» **INPUT DATA**
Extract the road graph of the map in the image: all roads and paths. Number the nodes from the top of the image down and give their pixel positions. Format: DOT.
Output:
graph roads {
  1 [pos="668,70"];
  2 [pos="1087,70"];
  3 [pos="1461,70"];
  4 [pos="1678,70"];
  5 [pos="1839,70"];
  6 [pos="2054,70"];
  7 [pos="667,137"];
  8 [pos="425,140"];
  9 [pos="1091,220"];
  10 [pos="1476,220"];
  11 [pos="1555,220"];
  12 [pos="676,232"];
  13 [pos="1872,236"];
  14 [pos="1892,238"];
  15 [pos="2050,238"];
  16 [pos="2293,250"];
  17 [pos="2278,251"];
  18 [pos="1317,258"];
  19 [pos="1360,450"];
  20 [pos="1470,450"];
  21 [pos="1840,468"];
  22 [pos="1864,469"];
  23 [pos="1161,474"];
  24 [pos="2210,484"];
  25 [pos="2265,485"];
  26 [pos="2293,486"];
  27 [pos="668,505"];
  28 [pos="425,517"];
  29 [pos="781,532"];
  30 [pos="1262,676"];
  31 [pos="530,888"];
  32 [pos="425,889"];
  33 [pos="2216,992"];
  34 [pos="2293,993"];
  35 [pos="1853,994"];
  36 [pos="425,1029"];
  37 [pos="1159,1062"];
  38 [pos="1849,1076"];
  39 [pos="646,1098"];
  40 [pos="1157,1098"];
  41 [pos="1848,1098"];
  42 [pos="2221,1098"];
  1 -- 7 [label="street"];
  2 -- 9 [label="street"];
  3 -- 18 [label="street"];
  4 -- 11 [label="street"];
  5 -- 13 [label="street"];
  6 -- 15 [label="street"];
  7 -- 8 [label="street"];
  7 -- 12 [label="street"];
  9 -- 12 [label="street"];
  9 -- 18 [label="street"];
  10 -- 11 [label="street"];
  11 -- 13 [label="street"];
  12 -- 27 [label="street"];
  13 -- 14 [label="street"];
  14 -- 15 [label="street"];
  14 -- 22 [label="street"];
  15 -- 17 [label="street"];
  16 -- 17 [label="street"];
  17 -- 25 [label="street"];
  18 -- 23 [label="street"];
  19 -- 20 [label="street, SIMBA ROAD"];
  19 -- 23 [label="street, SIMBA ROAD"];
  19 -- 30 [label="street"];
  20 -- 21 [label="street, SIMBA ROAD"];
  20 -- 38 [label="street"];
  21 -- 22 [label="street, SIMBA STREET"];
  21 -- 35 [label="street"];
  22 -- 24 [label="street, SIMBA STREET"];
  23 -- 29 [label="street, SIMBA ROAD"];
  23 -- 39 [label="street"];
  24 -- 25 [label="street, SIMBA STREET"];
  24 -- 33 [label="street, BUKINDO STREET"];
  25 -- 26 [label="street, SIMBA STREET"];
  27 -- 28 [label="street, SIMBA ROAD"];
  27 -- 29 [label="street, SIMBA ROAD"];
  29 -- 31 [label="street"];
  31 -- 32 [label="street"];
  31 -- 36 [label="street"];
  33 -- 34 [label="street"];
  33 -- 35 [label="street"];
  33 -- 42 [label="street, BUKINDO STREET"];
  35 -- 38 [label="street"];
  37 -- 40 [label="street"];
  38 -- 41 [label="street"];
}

» **WHAT IS REQUIRED**
All of the records are to be reproduced exactly as they were given.

» **OUTPUT FOR THIS EXERCISE**
Extract the road graph of the map in the image: all roads and paths. Number the nodes from the top of the image down and give their pixel positions. Format: DOT.
Output:
graph roads {
  1 [pos="668,70"];
  2 [pos="1087,70"];
  3 [pos="1461,70"];
  4 [pos="1678,70"];
  5 [pos="1839,70"];
  6 [pos="2054,70"];
  7 [pos="667,137"];
  8 [pos="425,140"];
  9 [pos="1091,220"];
  10 [pos="1476,220"];
  11 [pos="1555,220"];
  12 [pos="676,232"];
  13 [pos="1872,236"];
  14 [pos="1892,238"];
  15 [pos="2050,238"];
  16 [pos="2293,250"];
  17 [pos="2278,251"];
  18 [pos="1317,258"];
  19 [pos="1360,450"];
  20 [pos="1470,450"];
  21 [pos="1840,468"];
  22 [pos="1864,469"];
  23 [pos="1161,474"];
  24 [pos="2210,484"];
  25 [pos="2265,485"];
  26 [pos="2293,486"];
  27 [pos="668,505"];
  28 [pos="425,517"];
  29 [pos="781,532"];
  30 [pos="1262,676"];
  31 [pos="530,888"];
  32 [pos="425,889"];
  33 [pos="2216,992"];
  34 [pos="2293,993"];
  35 [pos="1853,994"];
  36 [pos="425,1029"];
  37 [pos="1159,1062"];
  38 [pos="1849,1076"];
  39 [pos="646,1098"];
  40 [pos="1157,1098"];
  41 [pos="1848,1098"];
  42 [pos="2221,1098"];
  1 -- 7 [label="street"];
  2 -- 9 [label="street"];
  3 -- 18 [label="street"];
  4 -- 11 [label="street"];
  5 -- 13 [label="street"];
  6 -- 15 [label="street"];
  7 -- 8 [label="street"];
  7 -- 12 [label="street"];
  9 -- 12 [label="street"];
  9 -- 18 [label="street"];
  10 -- 11 [label="street"];
  11 -- 13 [label="street"];
  12 -- 27 [label="street"];
  13 -- 14 [label="street"];
  14 -- 15 [label="street"];
  14 -- 22 [label="street"];
  15 -- 17 [label="street"];
  16 -- 17 [label="street"];
  17 -- 25 [label="street"];
  18 -- 23 [label="street"];
  19 -- 20 [label="street, SIMBA ROAD"];
  19 -- 23 [label="street, SIMBA ROAD"];
  19 -- 30 [label="street"];
  20 -- 21 [label="street, SIMBA ROAD"];
  20 -- 38 [label="street"];
  21 -- 22 [label="street, SIMBA STREET"];
  21 -- 35 [label="street"];
  22 -- 24 [label="street, SIMBA STREET"];
  23 -- 29 [label="street, SIMBA ROAD"];
  23 -- 39 [label="street"];
  24 -- 25 [label="street, SIMBA STREET"];
  24 -- 33 [label="street, BUKINDO STREET"];
  25 -- 26 [label="street, SIMBA STREET"];
  27 -- 28 [label="street, SIMBA ROAD"];
  27 -- 29 [label="street, SIMBA ROAD"];
  29 -- 31 [label="street"];
  31 -- 32 [label="street"];
  31 -- 36 [label="street"];
  33 -- 34 [label="street"];
  33 -- 35 [label="street"];
  33 -- 42 [label="street, BUKINDO STREET"];
  35 -- 38 [label="street"];
  37 -- 40 [label="street"];
  38 -- 41 [label="street"];
}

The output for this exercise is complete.